Start of Block
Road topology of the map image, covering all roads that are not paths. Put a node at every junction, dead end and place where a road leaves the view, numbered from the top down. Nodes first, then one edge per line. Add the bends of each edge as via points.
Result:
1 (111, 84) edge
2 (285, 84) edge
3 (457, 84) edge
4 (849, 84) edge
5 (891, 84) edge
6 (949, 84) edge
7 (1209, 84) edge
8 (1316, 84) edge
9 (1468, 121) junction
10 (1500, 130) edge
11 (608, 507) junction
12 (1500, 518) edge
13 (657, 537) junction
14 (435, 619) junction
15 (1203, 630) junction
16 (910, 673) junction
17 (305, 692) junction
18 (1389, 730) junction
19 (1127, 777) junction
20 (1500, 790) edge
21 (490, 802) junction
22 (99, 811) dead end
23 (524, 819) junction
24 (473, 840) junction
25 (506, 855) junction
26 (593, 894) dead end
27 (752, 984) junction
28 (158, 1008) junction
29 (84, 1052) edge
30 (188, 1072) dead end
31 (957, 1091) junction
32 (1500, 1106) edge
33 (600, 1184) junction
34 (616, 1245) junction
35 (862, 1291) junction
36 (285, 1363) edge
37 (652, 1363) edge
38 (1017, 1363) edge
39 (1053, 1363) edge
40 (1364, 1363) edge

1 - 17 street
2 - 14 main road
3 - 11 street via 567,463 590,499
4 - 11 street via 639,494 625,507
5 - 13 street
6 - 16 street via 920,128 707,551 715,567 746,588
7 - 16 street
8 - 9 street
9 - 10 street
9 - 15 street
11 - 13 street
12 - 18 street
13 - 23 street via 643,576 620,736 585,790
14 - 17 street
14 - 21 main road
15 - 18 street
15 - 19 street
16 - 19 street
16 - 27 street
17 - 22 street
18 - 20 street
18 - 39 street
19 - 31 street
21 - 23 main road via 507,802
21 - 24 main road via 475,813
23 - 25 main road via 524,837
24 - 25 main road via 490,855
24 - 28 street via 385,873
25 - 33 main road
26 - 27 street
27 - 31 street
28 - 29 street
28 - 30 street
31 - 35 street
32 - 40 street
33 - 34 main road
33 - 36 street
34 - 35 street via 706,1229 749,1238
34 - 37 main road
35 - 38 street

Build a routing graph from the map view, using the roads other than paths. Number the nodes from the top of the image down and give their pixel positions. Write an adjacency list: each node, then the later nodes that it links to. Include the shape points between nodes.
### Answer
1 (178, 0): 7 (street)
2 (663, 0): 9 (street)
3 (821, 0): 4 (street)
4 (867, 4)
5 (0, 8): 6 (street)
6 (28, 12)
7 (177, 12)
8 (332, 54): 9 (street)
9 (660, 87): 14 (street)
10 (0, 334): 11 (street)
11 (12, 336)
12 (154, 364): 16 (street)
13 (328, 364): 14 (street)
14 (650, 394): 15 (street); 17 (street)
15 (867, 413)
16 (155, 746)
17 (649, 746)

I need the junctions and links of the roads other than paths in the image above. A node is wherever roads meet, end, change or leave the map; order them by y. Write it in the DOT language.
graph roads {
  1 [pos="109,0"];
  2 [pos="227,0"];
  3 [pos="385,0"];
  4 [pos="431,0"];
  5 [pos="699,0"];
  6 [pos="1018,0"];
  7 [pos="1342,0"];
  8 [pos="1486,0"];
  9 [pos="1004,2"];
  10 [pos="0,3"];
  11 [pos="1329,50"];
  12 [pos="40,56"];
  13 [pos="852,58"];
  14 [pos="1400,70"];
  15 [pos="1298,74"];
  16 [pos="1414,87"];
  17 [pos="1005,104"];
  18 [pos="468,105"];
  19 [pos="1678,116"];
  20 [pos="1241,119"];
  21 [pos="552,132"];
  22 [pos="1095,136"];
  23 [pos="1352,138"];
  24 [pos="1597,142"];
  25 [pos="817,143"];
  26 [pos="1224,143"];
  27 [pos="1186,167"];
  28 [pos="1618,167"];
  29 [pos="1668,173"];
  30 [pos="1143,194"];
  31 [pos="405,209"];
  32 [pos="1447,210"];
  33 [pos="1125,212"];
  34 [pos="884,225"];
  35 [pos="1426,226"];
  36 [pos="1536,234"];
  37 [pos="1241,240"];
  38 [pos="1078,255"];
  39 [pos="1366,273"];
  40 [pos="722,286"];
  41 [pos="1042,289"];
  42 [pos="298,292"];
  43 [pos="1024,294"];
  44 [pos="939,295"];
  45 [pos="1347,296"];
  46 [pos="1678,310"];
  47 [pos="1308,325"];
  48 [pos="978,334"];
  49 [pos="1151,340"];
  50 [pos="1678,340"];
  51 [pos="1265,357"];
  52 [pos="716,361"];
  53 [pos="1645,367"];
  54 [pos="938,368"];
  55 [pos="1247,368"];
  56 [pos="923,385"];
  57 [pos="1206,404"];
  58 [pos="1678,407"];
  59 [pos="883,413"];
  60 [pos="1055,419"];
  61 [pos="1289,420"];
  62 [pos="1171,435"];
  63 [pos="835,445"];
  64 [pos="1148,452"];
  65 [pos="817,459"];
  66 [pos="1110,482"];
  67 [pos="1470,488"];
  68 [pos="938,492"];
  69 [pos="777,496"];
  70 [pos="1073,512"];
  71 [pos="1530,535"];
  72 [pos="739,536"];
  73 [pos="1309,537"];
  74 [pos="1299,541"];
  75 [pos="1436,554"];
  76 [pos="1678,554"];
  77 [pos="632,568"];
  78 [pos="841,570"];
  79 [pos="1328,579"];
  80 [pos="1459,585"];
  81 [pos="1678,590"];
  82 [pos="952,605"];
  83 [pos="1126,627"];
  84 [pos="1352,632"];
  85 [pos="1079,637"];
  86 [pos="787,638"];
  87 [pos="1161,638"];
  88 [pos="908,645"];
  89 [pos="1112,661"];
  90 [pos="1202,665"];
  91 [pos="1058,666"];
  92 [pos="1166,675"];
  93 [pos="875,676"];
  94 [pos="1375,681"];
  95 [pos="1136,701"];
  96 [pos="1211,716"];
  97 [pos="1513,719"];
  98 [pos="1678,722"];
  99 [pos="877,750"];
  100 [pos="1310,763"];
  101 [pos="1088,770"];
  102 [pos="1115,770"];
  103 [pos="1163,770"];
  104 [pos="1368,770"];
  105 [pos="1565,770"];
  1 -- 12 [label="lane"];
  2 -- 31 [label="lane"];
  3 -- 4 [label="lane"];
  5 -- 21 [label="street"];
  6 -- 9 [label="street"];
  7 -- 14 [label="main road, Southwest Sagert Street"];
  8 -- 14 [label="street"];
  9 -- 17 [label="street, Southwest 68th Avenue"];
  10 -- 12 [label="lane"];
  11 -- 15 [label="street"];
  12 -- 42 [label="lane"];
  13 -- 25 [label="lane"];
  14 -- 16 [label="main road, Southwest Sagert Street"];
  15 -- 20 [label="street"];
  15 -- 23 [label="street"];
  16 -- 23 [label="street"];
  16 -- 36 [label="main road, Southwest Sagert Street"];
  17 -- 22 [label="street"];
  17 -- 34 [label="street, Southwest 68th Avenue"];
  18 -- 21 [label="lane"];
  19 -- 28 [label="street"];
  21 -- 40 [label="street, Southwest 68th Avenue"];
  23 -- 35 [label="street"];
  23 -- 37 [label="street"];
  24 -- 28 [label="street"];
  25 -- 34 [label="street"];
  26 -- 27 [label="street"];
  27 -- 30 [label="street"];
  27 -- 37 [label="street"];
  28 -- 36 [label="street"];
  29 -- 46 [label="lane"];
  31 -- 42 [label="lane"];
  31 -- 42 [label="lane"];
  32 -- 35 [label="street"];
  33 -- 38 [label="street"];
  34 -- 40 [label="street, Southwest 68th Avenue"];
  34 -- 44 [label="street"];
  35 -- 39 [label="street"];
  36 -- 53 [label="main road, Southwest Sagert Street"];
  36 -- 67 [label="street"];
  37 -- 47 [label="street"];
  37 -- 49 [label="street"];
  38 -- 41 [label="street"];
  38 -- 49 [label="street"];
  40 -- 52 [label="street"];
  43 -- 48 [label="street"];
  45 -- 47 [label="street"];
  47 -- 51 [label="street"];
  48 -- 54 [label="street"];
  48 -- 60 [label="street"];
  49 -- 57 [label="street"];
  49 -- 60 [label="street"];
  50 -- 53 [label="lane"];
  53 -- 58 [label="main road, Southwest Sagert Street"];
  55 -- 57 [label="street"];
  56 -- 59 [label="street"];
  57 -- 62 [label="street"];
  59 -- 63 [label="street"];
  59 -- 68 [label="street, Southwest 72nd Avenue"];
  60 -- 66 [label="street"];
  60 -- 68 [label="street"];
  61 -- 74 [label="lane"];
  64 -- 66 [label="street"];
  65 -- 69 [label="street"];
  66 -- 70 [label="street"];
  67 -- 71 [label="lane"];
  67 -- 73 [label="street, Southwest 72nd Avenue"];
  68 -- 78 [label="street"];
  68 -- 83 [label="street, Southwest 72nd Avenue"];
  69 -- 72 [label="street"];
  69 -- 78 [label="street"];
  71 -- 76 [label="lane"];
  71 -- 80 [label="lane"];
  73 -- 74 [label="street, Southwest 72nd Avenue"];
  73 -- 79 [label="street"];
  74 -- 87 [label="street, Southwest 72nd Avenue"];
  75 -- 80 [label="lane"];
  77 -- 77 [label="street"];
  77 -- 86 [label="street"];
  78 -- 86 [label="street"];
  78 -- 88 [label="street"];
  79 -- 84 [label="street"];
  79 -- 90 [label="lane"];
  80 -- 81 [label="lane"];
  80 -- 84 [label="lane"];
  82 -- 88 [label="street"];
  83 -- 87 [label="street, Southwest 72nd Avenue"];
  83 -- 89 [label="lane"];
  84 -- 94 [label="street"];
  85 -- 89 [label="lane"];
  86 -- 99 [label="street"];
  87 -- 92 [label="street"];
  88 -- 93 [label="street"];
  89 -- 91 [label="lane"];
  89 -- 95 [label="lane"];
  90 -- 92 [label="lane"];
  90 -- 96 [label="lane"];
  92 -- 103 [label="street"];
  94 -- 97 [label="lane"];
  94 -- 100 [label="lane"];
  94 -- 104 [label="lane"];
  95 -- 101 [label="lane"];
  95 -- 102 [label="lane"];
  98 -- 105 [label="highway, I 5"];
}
End of Block
From the entries above, extract each line containing "node".

## [EXPECTED OUTPUT]
Road topology of the map image, covering all roads that are not paths. Put a node at every junction, dead end and place where a road leaves the view, numbered from the top down. Nodes first, then one edge per line. Add the bends of each edge as via points.
Build a routing graph from the map view, using the roads other than paths. Number the nodes from the top of the image down and give their pixel positions. Write an adjacency list: each node, then the later nodes that it links to. Include the shape points between nodes.
I need the junctions and links of the roads other than paths in the image above. A node is wherever roads meet, end, change or leave the map; order them by y. Write it in the DOT language.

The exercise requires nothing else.